MumTryingHerBest · 02/06/2018 09:37

moreshitandnofuckingredemption - Staples I mentioned it too, also largely ignored

To be fair there isn't much to form a discussion on really. If you or StaplesCorner would care to elaborate on the advantages that you feel have been gained from such an arrangement then perhaps others will be able to comment.

portico · 02/06/2018 09:43

Partially watched Ep1 of the programme. Watching it now. I am full of admiration for the mother of Juanita (think that’s her name). She appreciates the value of education, is on a low income, lives in challenging conditions but is determined to INVEST an inordinate amount of her income to support her eldest child.
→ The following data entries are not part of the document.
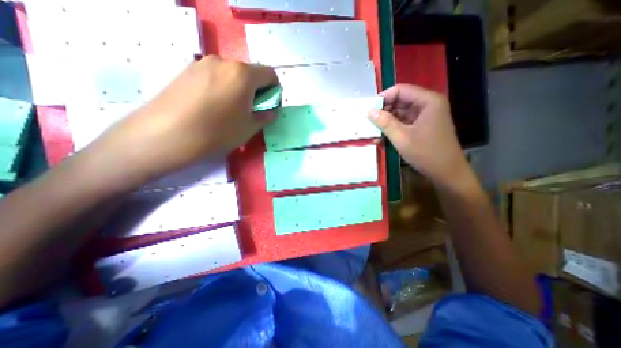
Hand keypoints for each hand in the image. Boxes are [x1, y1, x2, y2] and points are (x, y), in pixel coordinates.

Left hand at [93, 56, 277, 180]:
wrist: (166, 134)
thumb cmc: (217, 132)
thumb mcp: (249, 128)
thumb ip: (264, 117)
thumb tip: (270, 111)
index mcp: (243, 75)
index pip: (270, 74)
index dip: (274, 89)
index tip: (269, 104)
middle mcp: (223, 62)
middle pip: (250, 72)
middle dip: (256, 89)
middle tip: (250, 109)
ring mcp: (202, 64)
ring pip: (231, 74)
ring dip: (239, 88)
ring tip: (230, 109)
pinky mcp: (186, 70)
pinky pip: (214, 76)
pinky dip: (222, 87)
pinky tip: (213, 106)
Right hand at [368, 83, 465, 186]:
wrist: (446, 172)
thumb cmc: (426, 153)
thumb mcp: (401, 137)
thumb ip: (385, 122)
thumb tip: (369, 111)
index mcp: (427, 101)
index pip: (401, 90)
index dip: (383, 97)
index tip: (369, 109)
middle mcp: (428, 105)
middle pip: (400, 100)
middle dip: (383, 111)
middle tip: (368, 121)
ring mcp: (425, 116)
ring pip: (401, 113)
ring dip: (386, 121)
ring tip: (372, 131)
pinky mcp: (422, 127)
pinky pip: (404, 123)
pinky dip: (393, 128)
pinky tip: (381, 138)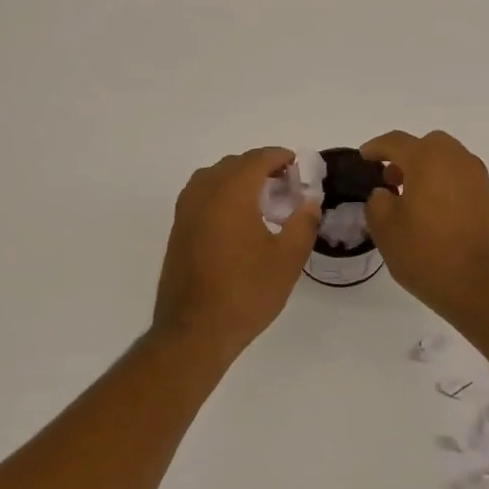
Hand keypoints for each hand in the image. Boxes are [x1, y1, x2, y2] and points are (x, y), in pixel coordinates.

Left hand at [152, 148, 320, 361]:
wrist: (194, 331)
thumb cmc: (246, 292)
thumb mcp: (287, 259)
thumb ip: (303, 222)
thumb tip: (310, 201)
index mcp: (231, 192)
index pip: (258, 158)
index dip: (281, 157)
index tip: (300, 169)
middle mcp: (204, 192)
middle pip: (235, 164)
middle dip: (262, 168)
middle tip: (287, 188)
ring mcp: (186, 210)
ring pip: (215, 178)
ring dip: (239, 180)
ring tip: (262, 202)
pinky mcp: (178, 229)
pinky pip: (202, 195)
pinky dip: (222, 195)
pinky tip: (238, 222)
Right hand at [362, 130, 488, 324]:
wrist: (482, 287)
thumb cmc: (427, 254)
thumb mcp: (385, 229)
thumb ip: (377, 202)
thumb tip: (385, 194)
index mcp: (428, 160)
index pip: (396, 142)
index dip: (375, 148)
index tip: (363, 158)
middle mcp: (456, 160)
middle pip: (427, 144)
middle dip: (405, 156)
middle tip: (389, 180)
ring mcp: (477, 179)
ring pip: (447, 159)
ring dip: (426, 169)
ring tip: (409, 198)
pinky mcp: (488, 199)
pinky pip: (459, 178)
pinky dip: (442, 184)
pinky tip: (431, 211)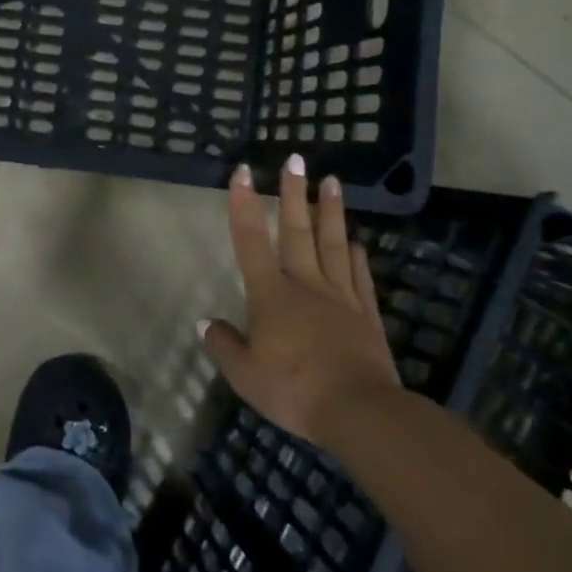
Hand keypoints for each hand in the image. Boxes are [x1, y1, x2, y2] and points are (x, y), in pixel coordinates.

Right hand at [199, 158, 401, 445]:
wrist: (359, 412)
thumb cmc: (295, 390)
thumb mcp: (245, 375)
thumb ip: (224, 345)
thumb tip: (205, 323)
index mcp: (271, 295)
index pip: (251, 241)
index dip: (243, 204)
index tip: (242, 172)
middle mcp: (305, 285)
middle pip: (297, 231)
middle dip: (293, 193)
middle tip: (295, 159)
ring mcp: (340, 297)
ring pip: (333, 244)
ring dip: (330, 211)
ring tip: (332, 181)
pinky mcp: (366, 315)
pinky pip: (359, 276)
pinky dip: (356, 255)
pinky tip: (356, 240)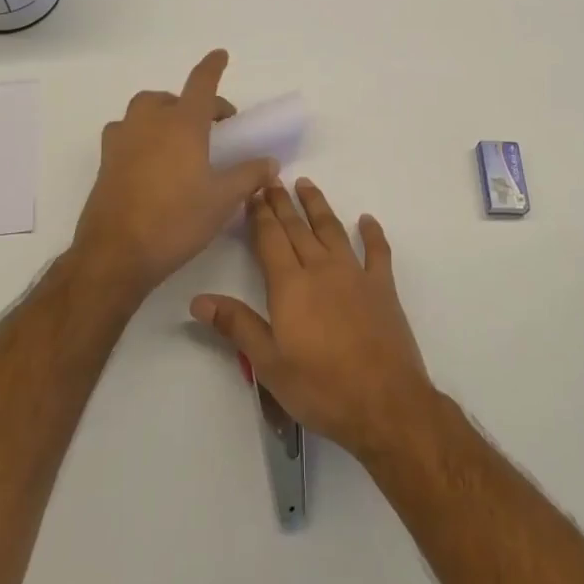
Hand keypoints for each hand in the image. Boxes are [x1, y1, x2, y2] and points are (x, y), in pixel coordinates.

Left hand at [69, 50, 278, 304]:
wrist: (116, 253)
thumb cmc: (176, 220)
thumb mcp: (222, 200)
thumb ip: (249, 175)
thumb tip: (271, 162)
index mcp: (182, 124)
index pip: (201, 84)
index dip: (212, 67)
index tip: (220, 54)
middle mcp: (149, 123)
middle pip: (170, 97)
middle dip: (191, 103)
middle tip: (210, 128)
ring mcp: (123, 141)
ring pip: (143, 112)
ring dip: (162, 115)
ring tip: (178, 141)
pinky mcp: (106, 162)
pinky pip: (125, 134)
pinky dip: (141, 136)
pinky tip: (150, 162)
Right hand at [191, 178, 435, 459]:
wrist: (385, 404)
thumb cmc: (320, 388)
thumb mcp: (268, 364)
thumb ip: (237, 326)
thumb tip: (198, 300)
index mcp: (290, 285)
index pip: (270, 239)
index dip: (260, 214)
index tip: (252, 192)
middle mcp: (321, 269)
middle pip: (298, 228)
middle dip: (282, 202)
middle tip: (272, 179)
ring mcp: (355, 275)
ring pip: (332, 230)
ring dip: (318, 206)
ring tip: (306, 184)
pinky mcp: (382, 287)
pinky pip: (377, 252)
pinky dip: (373, 234)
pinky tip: (367, 220)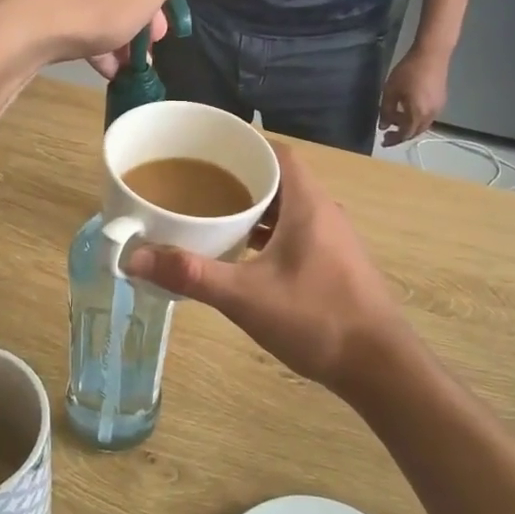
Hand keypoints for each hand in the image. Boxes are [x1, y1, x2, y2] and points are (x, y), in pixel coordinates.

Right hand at [124, 145, 411, 393]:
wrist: (380, 367)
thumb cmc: (316, 319)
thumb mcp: (245, 296)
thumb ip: (190, 274)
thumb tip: (134, 258)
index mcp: (307, 204)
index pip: (277, 153)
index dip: (243, 146)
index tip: (206, 153)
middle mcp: (324, 212)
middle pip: (279, 179)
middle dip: (239, 178)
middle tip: (196, 186)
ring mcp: (333, 240)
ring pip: (287, 209)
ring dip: (254, 209)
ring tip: (212, 217)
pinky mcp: (334, 265)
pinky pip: (295, 233)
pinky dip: (268, 234)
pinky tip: (243, 256)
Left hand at [379, 44, 449, 146]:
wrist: (432, 54)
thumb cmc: (408, 72)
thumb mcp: (391, 91)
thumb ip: (386, 111)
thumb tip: (384, 126)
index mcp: (418, 114)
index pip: (405, 134)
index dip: (393, 140)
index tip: (382, 142)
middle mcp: (431, 115)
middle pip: (415, 132)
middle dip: (401, 135)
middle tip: (388, 134)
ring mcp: (438, 108)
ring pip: (423, 125)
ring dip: (409, 126)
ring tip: (396, 122)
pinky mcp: (441, 100)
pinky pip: (428, 117)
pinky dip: (417, 119)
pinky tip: (408, 111)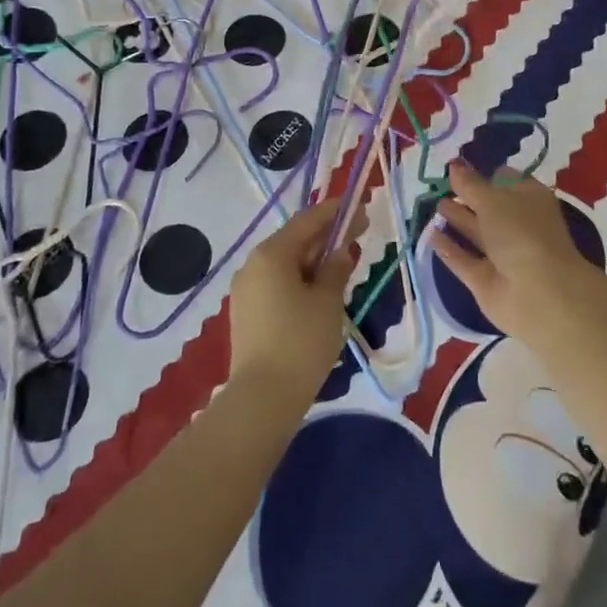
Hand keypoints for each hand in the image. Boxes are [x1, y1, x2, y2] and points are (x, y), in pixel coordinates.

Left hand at [228, 194, 368, 395]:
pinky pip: (277, 284)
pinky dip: (300, 280)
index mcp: (271, 254)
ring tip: (343, 265)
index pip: (308, 221)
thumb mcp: (328, 301)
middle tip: (358, 235)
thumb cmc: (301, 341)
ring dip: (314, 261)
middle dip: (326, 237)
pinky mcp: (246, 313)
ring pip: (285, 264)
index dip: (336, 212)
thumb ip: (336, 268)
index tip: (360, 208)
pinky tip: (319, 292)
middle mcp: (252, 264)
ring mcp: (245, 290)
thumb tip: (339, 251)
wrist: (262, 398)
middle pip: (295, 240)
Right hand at [427, 160, 606, 345]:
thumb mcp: (493, 199)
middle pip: (488, 206)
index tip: (458, 168)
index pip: (505, 179)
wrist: (539, 294)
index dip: (484, 173)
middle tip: (438, 185)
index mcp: (529, 199)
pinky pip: (464, 259)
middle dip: (466, 196)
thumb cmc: (521, 233)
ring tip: (433, 205)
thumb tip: (454, 164)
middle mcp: (517, 224)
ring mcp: (502, 254)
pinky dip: (449, 247)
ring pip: (475, 232)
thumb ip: (469, 184)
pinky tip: (429, 234)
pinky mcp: (486, 279)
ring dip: (456, 218)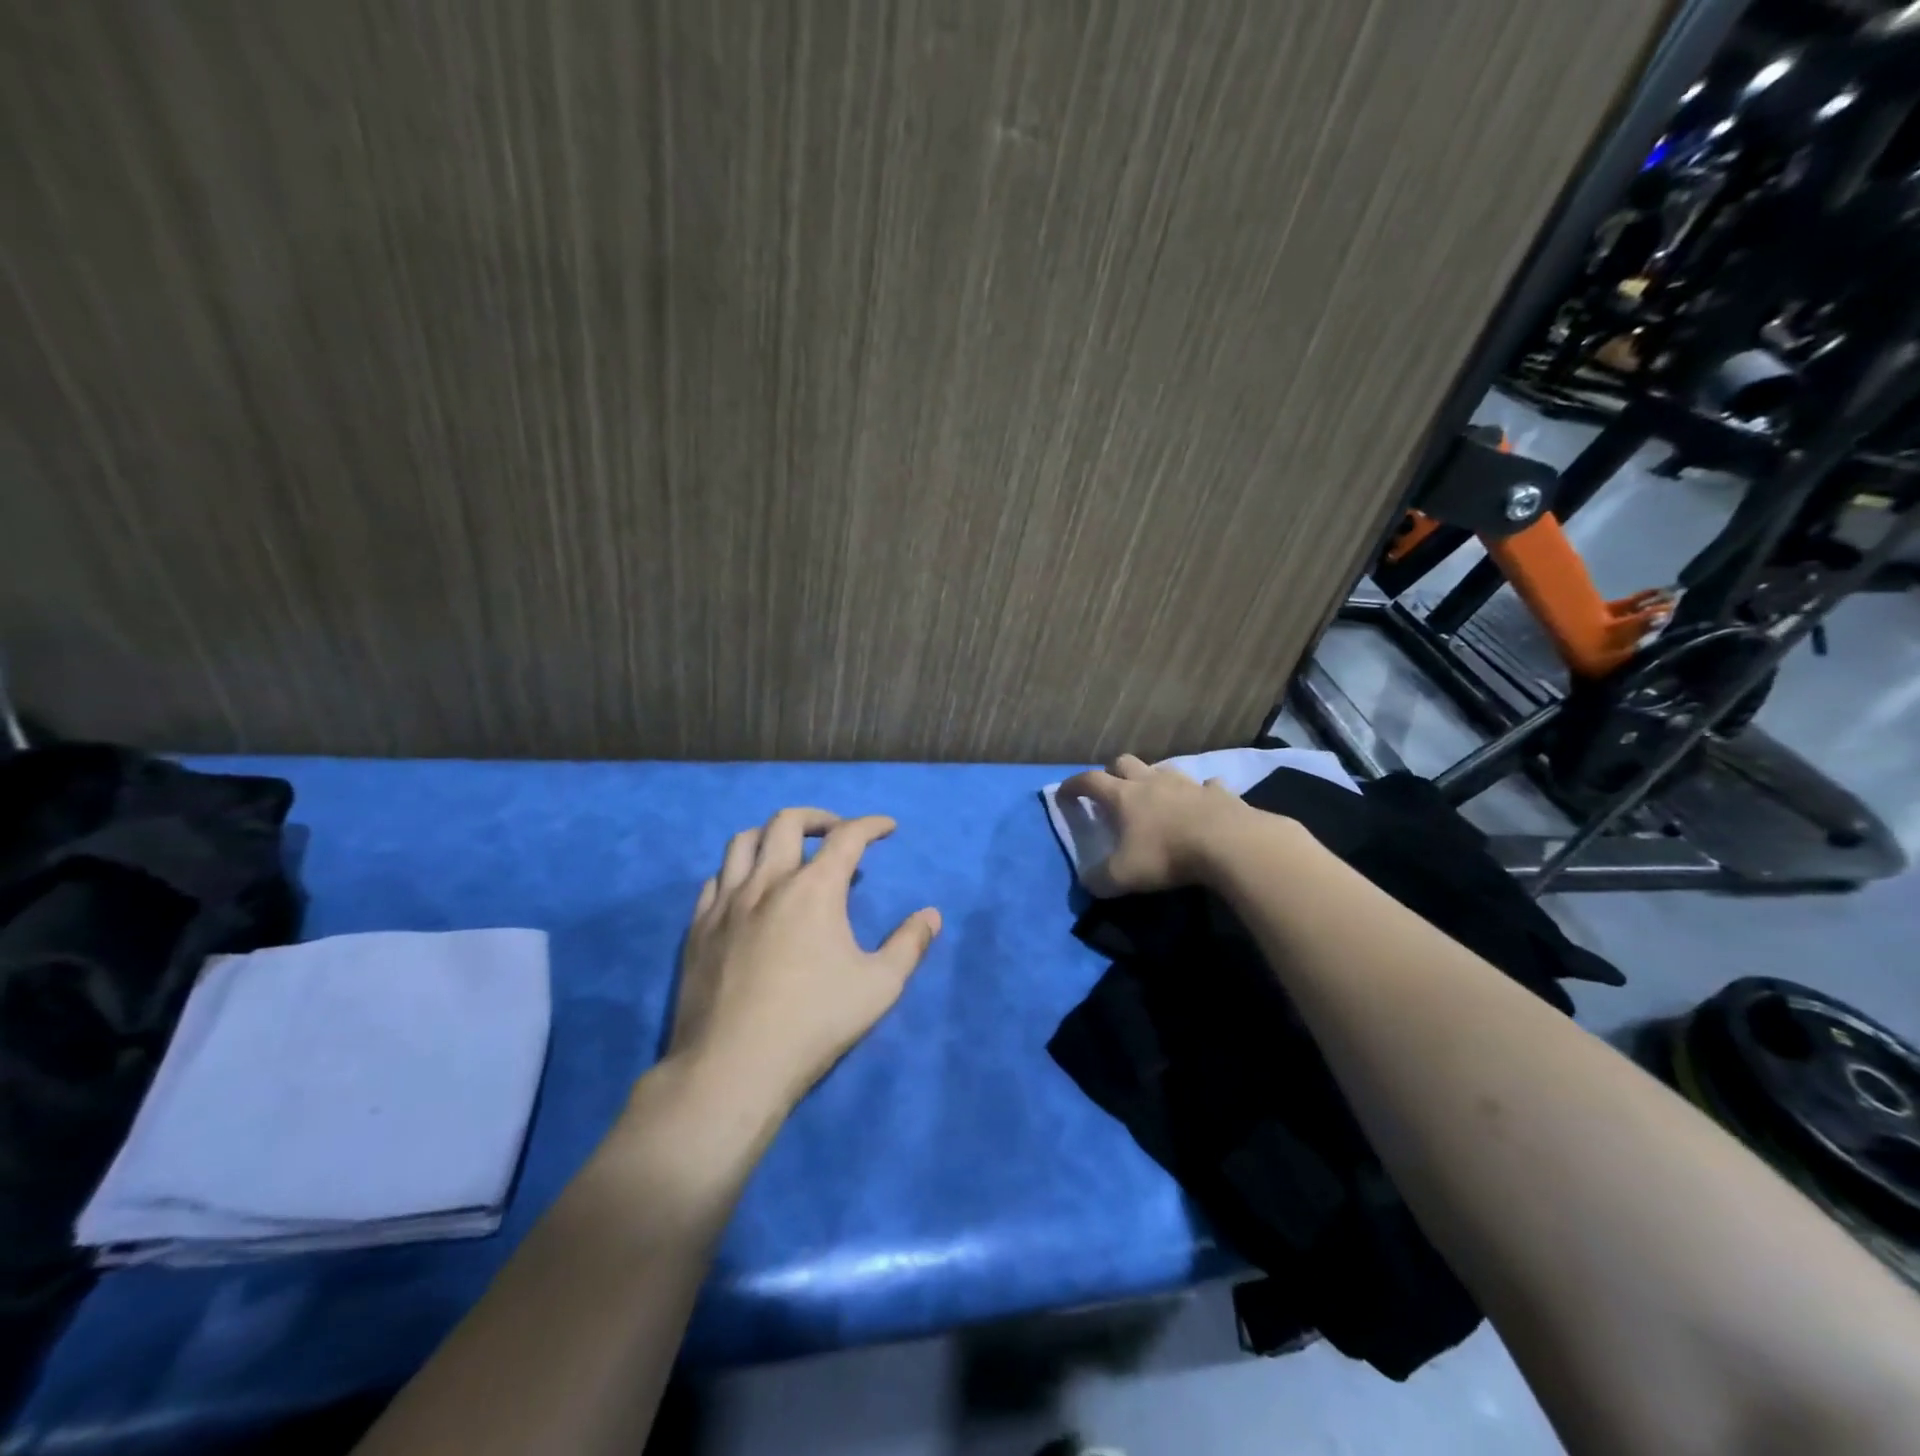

Yes, she did invest and not squander.

GHGN · 02/06/2018 10:16

Your 2nd point is really well made stircrazypie. Even in a fully comprehensive system, different school will have different Headteachers with different visions and different teachers. This will lead to different outcomes. Over a long period of time, this will create divisions of school. Even within grammar schools in the same county, there are top ranking grammars and middle of the road grammars. Schools like Tiffin, HB, QEB or St Olave’s wasn’t the most competitive to get in from day one, was it?

I am a supporter of seletive system in its principle but defenitely not in the format in the UK. It is too rigid and the inconsistent approach under the illusion of choice makes it a system not fit for purpose.